Records to use:
_ _ _
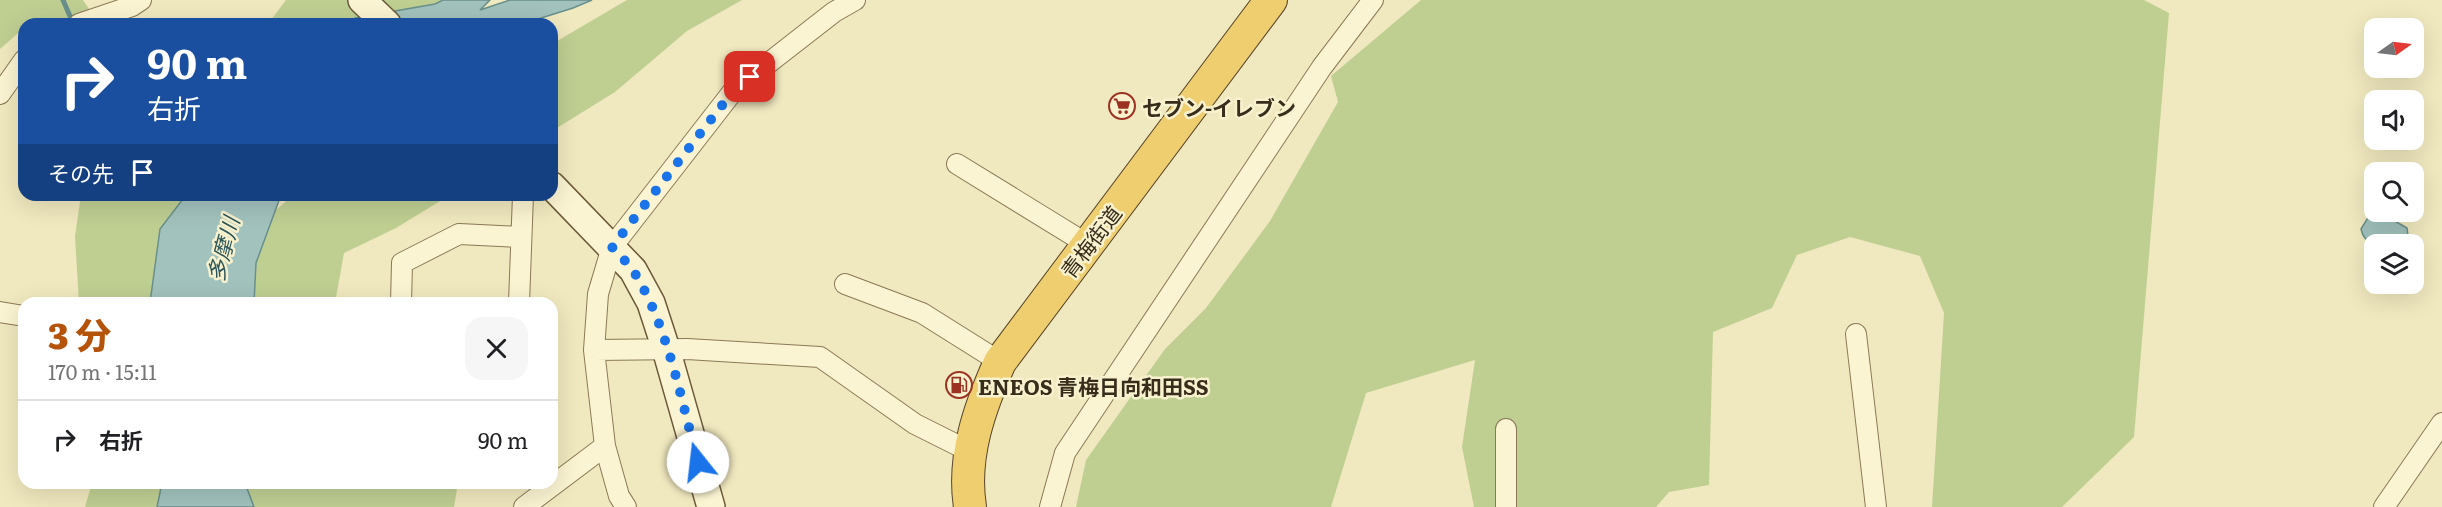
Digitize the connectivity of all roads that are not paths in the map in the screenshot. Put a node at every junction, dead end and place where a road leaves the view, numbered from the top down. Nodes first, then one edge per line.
_ _ _
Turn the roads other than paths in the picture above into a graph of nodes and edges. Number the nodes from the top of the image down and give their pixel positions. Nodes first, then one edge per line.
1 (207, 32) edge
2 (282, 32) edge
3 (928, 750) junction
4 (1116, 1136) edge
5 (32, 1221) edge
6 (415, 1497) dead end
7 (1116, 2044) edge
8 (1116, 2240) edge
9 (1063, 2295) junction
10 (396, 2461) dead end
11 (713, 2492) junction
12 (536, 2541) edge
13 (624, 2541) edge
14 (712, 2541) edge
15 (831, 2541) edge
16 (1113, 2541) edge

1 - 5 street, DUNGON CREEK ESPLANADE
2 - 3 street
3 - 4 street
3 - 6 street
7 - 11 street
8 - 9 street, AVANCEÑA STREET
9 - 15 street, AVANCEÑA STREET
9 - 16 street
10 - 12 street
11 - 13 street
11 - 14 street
_ _ _
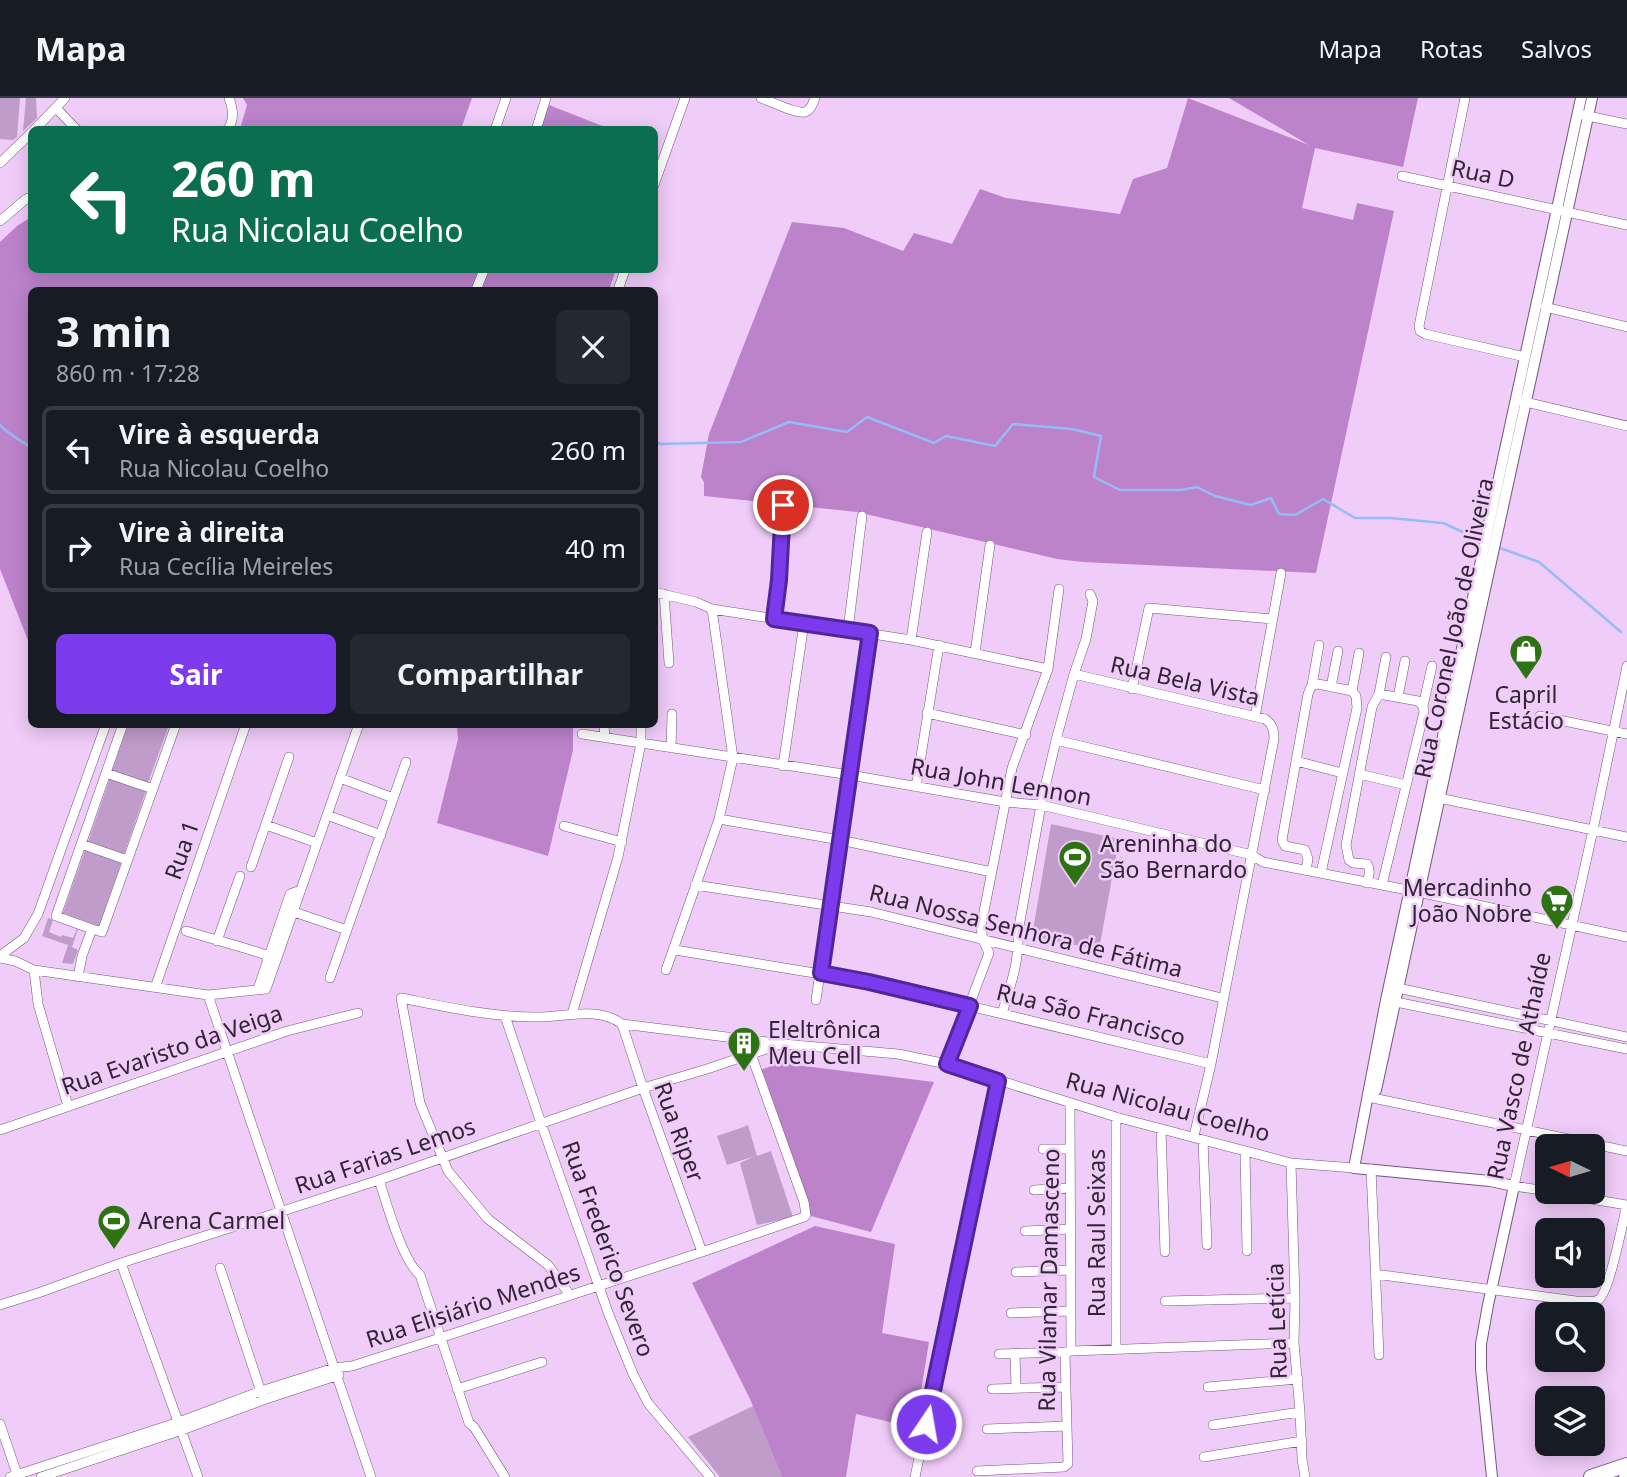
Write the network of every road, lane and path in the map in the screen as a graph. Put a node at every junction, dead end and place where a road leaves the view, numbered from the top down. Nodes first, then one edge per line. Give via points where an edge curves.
_ _ _
Task instructions: Search the entries for the word "place" and pick out every line that holds it.

Response to this exercise:
Digitize the connectivity of all roads that are not paths in the map in the screenshot. Put a node at every junction, dead end and place where a road leaves the view, numbered from the top down. Nodes first, then one edge per line.
Write the network of every road, lane and path in the map in the screen as a graph. Put a node at every junction, dead end and place where a road leaves the view, numbered from the top down. Nodes first, then one edge per line. Give via points where an edge curves.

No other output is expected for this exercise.